_GIVEN DATA_
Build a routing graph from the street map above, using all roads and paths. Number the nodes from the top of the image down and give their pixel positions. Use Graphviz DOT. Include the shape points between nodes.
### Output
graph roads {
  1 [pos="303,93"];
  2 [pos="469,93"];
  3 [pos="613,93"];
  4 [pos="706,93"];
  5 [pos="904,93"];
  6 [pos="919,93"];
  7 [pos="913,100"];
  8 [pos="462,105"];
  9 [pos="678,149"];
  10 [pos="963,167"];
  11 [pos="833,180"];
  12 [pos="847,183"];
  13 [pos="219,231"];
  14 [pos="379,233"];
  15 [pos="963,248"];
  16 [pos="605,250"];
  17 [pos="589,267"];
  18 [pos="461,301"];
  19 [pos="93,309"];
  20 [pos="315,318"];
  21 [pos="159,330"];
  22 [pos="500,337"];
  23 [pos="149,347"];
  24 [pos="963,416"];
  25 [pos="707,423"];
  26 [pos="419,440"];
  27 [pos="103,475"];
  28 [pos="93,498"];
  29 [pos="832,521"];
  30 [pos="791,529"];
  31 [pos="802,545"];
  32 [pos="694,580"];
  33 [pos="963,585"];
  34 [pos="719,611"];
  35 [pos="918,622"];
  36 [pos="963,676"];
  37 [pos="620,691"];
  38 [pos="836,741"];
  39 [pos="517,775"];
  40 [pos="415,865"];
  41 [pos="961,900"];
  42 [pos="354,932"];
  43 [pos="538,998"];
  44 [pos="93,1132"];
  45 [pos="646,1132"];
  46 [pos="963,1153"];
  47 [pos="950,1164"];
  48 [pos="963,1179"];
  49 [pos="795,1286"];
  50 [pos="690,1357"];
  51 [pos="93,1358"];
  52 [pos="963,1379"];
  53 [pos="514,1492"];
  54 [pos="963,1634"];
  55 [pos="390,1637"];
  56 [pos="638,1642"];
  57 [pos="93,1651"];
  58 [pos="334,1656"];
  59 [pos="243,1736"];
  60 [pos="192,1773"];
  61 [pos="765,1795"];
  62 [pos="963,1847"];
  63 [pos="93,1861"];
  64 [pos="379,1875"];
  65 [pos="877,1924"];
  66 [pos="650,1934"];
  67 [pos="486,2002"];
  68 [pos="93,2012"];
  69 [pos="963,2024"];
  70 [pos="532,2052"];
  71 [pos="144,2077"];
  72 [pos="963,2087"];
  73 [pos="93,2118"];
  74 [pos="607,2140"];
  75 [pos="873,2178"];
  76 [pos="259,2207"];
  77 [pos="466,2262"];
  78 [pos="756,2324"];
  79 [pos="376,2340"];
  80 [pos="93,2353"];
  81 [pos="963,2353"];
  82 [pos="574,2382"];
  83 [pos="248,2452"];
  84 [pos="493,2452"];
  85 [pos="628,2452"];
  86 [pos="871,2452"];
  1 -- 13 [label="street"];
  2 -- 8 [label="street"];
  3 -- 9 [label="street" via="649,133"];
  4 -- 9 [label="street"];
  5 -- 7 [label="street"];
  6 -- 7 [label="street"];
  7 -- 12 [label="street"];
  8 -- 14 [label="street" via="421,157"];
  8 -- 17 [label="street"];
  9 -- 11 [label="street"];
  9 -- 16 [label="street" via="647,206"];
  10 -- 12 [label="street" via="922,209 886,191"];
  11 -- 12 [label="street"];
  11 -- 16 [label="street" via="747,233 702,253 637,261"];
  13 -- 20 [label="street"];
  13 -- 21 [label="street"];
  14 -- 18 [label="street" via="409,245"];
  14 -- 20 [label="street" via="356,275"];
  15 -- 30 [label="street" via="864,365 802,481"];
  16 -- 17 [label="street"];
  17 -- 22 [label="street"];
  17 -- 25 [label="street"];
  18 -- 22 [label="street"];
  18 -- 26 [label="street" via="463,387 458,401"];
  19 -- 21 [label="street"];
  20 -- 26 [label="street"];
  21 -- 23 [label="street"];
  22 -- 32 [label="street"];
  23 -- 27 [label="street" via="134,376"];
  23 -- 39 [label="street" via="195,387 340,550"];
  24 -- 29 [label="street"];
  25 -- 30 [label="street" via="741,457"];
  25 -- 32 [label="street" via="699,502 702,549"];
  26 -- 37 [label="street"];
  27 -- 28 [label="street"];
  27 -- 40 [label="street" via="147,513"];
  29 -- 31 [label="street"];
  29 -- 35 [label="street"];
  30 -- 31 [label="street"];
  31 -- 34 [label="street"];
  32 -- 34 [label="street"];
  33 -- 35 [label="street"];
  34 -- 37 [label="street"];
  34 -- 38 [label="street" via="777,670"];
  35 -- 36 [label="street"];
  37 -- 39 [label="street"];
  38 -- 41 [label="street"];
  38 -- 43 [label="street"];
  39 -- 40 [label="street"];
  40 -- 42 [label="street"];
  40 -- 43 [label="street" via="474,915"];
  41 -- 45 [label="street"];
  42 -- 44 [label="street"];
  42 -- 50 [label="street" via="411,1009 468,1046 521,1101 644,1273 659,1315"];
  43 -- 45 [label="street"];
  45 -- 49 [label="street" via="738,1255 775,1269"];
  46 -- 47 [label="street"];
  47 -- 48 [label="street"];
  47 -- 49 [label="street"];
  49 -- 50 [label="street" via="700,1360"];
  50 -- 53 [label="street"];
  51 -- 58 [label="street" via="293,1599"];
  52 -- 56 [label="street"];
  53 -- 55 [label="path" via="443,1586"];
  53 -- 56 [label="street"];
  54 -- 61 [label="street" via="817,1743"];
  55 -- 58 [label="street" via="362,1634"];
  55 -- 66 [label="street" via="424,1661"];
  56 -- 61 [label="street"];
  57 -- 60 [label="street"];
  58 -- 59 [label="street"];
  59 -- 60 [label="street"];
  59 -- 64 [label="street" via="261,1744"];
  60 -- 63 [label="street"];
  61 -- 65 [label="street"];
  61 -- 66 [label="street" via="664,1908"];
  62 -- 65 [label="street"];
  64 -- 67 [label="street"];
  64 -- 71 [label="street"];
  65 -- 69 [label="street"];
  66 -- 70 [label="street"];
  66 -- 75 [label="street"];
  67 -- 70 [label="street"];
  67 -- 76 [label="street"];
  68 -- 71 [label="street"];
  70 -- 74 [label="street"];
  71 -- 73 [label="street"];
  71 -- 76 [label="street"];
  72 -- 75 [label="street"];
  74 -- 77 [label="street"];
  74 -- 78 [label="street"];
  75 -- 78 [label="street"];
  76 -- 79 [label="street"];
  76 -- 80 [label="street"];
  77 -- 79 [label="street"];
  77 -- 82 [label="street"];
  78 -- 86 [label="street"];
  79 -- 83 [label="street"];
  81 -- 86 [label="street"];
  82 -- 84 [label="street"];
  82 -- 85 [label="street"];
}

_ACTIVITY_
Whenever the word "graph" occurs in a line of the listing above, return that line.

_RESULT BELOW_
Build a routing graph from the street map above, using all roads and paths. Number the nodes from the top of the image down and give their pixel positions. Use Graphviz DOT. Include the shape points between nodes.
graph roads {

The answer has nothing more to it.